Gönüllerin Serdarı, Şehit Süleymani - 1
(last modified Sat, 11 Jan 2020 04:13:27 GMT )
Ocak 11, 2020 06:13 Europe/Istanbul

İran tarihi mitolojiler ve kahramanlarla doludur ve bu mitolojiler ve kahramanlar sadece İran’ın efsaneleri veya kitaplarında anlatılan şahsiyetlerle sınırlı olmadığı hemen belirtilmelidir.

Despot Pehlevi rejiminin kurucusu ve oğlunun dikta döneminde İslam inkılabı zafere kavuştuğu güne kadar süren mücadele yılları ve daha sonra Saddam rejiminin dayattığı sekiz yıllık savaş yıllarında yad ve anıları İran milletinin hafızasından asla silinmeyecek kadınlar ve erkekler ortaya çıktı. Bu insanların her biri kişilik ve sosyal yaşamları bakımından birer gerçek mitolojiydi.

Bugün biz de zulüm ve adaletsizlikle mücadeleyi yaşamlarında temel edinen ve hak ve İslami değerlerin uğruna tertemiz kanları akıtılan bu büyük insanları saygı ile anıyoruz.

Aslında hak yolunu izleyen insanların sürekli batıl yandaşları onların yolunda bazı engeller çıkarmaları bir nevi ilahi sünnet sayılır. Nitekim yaratılışın ta başından itibaren hak taleplik ve zulüm ve cahillik ve hurafe ile mücadele eden ilahi peygamberler her daim bir dizi tehlikelerle karşı karşıya gelmiş ve bir çoğu da zalimlerce şehit edilmiştir.

Şehitler yüce görüşleri ve normal sınırları aşan insanlardır. Gerçekte şehit hak ve adaletin inşa edilmesi için zulüm ve adaletsizlikle mücadele eden kişidir. Bu yüzden şehitleri insan hakları kahramanları da adlandırabiliriz.

Şehitlerin tümü yüce düşünceleri ve ülküleri olan ve amelleri özel olarak Allah içindir,  ancak aralarında bazıları diğerlerine nazaran daha seçkindir.

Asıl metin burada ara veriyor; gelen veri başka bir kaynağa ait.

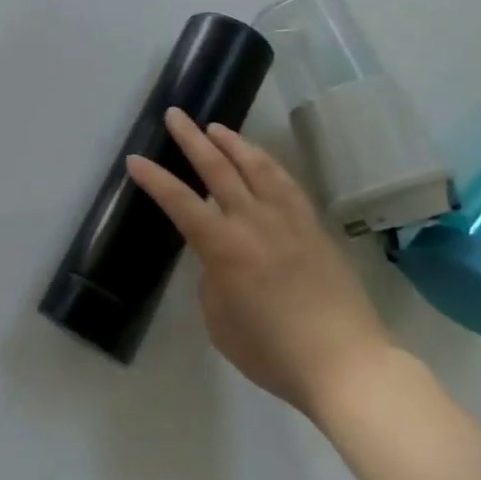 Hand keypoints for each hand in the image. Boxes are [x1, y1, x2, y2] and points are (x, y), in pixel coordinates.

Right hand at [127, 108, 397, 420]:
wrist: (345, 364)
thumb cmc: (272, 351)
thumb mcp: (219, 321)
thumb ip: (212, 279)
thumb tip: (219, 259)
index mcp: (223, 246)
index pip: (179, 202)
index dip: (154, 179)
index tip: (135, 159)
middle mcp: (253, 221)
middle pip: (217, 168)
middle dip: (191, 139)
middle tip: (175, 115)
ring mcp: (287, 220)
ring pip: (256, 166)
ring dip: (232, 142)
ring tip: (215, 127)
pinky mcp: (313, 226)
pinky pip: (286, 183)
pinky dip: (268, 163)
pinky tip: (260, 158) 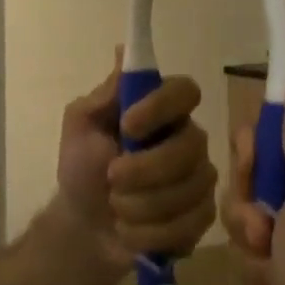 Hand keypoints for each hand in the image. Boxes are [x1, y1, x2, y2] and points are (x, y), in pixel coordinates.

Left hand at [55, 59, 217, 266]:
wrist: (84, 226)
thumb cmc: (82, 166)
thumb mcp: (81, 126)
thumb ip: (106, 94)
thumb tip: (124, 51)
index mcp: (162, 109)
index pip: (185, 91)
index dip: (161, 107)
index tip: (128, 126)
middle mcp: (189, 138)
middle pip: (191, 146)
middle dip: (145, 170)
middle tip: (111, 178)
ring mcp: (200, 178)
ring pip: (189, 189)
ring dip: (140, 205)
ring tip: (116, 207)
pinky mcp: (203, 216)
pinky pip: (189, 224)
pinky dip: (149, 233)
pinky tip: (130, 230)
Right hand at [223, 72, 284, 284]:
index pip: (275, 128)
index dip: (254, 153)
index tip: (255, 177)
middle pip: (256, 175)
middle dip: (248, 211)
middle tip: (265, 235)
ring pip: (249, 217)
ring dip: (253, 250)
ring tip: (276, 278)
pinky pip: (257, 255)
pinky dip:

Şehit Kasım Süleymani güler yüzlü ve yüreğinde zulümlerden acı çeken, İranlı olmasına rağmen başka milletlerin de dostu olan, büyük bir serdar olmasına rağmen basit bir gönüllü seferber gibi davranan, dünyada yaşadığı halde ahirete gönül bağlayan ve fani dünyanın salih amel için büyük bir fırsat olduğunu ve bu yüzden bu dünyaya gönül bağlamaması gerektiğini bilen bir insandı. Şehit Süleymani İmam Humeyni -ks- mektebinde irtica ve tekfir aynı yolda yer aldıklarını öğrenen biriydi ve bu yüzden ömrünü irtica ve tekfirci IŞİD terör örgütü ile mücadeleye adadı. Şehit Süleymani kişilik itibarı ile irticadan uzak biriydi ve sade kişiliğinde bir nevi basiret ve hikmet göze çarpıyordu.İran nizamının şimdiki önderi Ayetullah Hamanei İmam Humeyni’nin -ks- haklı halefi olarak İmam’ın ülkülerine bağlı kalmış ve zulümle uzlaşmazlığı ve Batılı zorba devletlerin entrikalarına karşı uyanıklığı ile hali hazırda dünya genelinde azimli ve kararlı ve kesin tavırlı bir lider olarak gündeme gelmiş ve süper zorba güçlerin içi boş gücünü kırmayı başarmıştır.

Bugün İslam İnkılabı Lideri Ayetullah Hamanei İslam ümmetinin vahdet ve gönül birlikteliğinin habercisi ve zalimlerin zulmüne ve saldırılarına karşı İslam dünyasının büyük savunucusudur.İmam Humeyni -ks- ve İslam İnkılabı Lideri Ayetullah Hamanei ülkeyi ve İran İslam Cumhuriyeti nizamını en zorlu şartlarda yönetmek ve dünya Müslümanlarını ve mazlumlarını savunmakla Batı dünyasının maddi ideolojisine karşı dinî liderlik ve velayeti fakih tezinden en başarılı modeli sergilemiş ve bu yolda birçok seçkin insanı yetiştirmiştir. Bu büyük liderleri ve velayet yolunu izleyen en önemli insanlardan biri hiç kuşkusuz Hac Kasım Süleymani idi.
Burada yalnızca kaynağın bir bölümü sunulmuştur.